Please copy out every line of the listing below in which the word "Accept" appears.

>>>>>

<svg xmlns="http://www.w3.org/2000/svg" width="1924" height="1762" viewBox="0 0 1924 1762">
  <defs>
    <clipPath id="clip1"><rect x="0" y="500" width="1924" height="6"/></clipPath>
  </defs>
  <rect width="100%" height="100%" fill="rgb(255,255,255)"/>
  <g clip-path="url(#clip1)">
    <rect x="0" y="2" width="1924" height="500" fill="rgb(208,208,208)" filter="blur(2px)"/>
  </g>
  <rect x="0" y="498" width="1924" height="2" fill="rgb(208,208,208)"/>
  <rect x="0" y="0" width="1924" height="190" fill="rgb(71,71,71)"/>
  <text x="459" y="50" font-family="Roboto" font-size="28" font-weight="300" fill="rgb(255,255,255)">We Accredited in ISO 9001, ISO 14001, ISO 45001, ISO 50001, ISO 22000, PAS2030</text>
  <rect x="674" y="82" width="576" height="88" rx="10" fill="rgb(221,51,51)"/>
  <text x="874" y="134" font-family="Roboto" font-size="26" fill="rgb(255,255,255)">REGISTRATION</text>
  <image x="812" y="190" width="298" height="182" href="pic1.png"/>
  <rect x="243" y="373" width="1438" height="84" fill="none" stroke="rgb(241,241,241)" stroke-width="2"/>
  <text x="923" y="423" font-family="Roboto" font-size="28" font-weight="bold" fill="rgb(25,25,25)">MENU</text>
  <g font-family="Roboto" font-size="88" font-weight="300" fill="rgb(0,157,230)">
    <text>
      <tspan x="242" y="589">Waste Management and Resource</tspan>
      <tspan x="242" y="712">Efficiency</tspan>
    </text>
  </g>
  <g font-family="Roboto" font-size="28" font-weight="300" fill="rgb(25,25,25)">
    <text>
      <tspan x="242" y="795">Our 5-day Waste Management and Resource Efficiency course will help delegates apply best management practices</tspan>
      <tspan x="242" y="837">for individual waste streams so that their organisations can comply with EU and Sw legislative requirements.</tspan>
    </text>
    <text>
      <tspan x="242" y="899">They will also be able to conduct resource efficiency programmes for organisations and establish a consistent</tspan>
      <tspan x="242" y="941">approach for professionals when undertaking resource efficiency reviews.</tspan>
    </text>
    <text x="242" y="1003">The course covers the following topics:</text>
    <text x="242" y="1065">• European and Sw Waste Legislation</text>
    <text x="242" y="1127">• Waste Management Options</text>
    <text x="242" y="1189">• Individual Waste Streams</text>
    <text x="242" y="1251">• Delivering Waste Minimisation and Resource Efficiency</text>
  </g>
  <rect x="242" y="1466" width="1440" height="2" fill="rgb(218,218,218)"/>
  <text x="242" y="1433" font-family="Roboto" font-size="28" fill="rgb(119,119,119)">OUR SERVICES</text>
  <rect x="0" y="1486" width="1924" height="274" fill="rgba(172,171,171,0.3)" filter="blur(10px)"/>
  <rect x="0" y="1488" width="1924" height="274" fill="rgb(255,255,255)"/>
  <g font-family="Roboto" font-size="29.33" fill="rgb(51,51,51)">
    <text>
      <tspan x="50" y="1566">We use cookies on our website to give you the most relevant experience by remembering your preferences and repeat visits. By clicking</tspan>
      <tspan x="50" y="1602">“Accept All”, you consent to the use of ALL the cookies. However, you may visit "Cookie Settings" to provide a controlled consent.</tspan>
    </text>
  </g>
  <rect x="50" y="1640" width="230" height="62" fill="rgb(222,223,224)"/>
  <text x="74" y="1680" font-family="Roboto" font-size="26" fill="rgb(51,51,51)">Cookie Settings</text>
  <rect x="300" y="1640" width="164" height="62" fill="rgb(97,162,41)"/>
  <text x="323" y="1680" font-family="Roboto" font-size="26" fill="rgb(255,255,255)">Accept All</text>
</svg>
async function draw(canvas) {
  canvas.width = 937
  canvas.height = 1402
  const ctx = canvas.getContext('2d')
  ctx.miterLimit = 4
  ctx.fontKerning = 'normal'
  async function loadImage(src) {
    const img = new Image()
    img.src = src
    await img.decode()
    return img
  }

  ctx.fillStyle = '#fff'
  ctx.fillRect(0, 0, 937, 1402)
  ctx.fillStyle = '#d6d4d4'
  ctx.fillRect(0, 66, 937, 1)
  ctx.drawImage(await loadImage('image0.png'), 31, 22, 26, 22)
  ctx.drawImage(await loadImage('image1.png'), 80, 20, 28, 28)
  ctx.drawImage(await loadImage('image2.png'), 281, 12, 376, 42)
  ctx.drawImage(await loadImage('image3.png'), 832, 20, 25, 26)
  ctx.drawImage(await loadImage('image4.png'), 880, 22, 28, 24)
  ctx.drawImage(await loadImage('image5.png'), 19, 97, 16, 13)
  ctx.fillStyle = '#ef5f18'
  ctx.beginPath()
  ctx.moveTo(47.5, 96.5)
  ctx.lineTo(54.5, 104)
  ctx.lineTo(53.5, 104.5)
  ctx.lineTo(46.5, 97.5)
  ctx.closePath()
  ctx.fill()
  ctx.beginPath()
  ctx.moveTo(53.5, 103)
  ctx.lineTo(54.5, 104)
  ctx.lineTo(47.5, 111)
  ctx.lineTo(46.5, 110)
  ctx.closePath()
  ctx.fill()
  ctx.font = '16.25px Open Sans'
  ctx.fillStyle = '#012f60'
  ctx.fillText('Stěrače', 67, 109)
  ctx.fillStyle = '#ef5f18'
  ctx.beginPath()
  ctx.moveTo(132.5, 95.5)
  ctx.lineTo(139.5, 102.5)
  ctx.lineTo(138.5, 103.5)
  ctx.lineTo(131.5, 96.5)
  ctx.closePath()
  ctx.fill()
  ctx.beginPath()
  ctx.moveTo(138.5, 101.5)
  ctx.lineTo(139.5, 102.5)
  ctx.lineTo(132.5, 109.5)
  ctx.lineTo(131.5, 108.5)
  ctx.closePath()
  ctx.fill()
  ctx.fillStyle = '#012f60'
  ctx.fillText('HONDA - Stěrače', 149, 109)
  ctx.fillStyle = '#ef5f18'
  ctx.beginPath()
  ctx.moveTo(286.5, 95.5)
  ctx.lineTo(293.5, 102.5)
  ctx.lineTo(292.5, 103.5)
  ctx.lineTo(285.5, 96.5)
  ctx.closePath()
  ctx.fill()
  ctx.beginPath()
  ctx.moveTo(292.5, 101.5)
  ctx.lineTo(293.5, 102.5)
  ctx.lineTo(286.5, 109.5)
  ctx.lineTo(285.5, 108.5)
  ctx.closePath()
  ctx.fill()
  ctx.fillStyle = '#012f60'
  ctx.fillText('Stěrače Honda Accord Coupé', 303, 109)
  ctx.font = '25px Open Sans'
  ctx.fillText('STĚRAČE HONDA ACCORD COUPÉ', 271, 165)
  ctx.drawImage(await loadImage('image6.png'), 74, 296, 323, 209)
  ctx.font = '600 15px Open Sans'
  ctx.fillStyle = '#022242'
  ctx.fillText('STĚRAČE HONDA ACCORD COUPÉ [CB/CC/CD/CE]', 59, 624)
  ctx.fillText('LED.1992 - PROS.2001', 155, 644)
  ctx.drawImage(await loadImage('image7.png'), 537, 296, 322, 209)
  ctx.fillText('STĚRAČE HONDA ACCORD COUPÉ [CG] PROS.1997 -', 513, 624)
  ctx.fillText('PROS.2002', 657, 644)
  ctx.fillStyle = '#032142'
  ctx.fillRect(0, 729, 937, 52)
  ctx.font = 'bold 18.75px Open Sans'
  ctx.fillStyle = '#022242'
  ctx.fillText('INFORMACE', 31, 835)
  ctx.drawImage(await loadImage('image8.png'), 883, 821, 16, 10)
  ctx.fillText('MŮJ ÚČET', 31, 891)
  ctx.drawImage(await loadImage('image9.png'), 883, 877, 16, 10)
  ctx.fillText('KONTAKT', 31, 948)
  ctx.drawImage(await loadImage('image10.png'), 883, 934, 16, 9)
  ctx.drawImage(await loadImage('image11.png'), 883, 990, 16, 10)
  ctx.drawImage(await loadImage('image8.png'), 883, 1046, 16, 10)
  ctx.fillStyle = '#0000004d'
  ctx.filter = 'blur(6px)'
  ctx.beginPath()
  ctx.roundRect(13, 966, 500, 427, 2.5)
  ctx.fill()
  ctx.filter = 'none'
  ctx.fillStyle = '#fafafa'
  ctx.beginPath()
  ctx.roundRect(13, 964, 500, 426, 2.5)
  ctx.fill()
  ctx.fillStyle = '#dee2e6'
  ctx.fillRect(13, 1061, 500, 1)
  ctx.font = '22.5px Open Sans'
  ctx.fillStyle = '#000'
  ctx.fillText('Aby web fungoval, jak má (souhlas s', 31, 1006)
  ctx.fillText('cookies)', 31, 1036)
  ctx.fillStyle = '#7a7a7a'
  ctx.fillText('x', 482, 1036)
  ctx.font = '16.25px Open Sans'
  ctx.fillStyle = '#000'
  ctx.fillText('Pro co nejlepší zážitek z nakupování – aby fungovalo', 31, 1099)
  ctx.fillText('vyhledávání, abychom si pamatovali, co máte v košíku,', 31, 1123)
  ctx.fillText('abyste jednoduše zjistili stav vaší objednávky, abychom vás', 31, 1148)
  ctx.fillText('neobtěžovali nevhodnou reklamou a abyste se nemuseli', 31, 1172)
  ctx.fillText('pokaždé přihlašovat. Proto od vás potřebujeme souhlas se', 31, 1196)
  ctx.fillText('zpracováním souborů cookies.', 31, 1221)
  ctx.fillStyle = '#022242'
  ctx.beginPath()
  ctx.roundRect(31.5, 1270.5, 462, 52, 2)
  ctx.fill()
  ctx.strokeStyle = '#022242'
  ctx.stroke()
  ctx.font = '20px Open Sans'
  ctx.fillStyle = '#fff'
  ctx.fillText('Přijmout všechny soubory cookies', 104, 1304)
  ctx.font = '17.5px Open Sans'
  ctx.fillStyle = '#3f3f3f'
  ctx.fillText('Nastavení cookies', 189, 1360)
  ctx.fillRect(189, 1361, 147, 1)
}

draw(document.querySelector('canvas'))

<<<<<

Solved problem
      <tspan x="50" y="1602">“Accept All”, you consent to the use of ALL the cookies. However, you may visit "Cookie Settings" to provide a controlled consent.</tspan>
  <text x="323" y="1680" font-family="Roboto" font-size="26" fill="rgb(255,255,255)">Accept All</text>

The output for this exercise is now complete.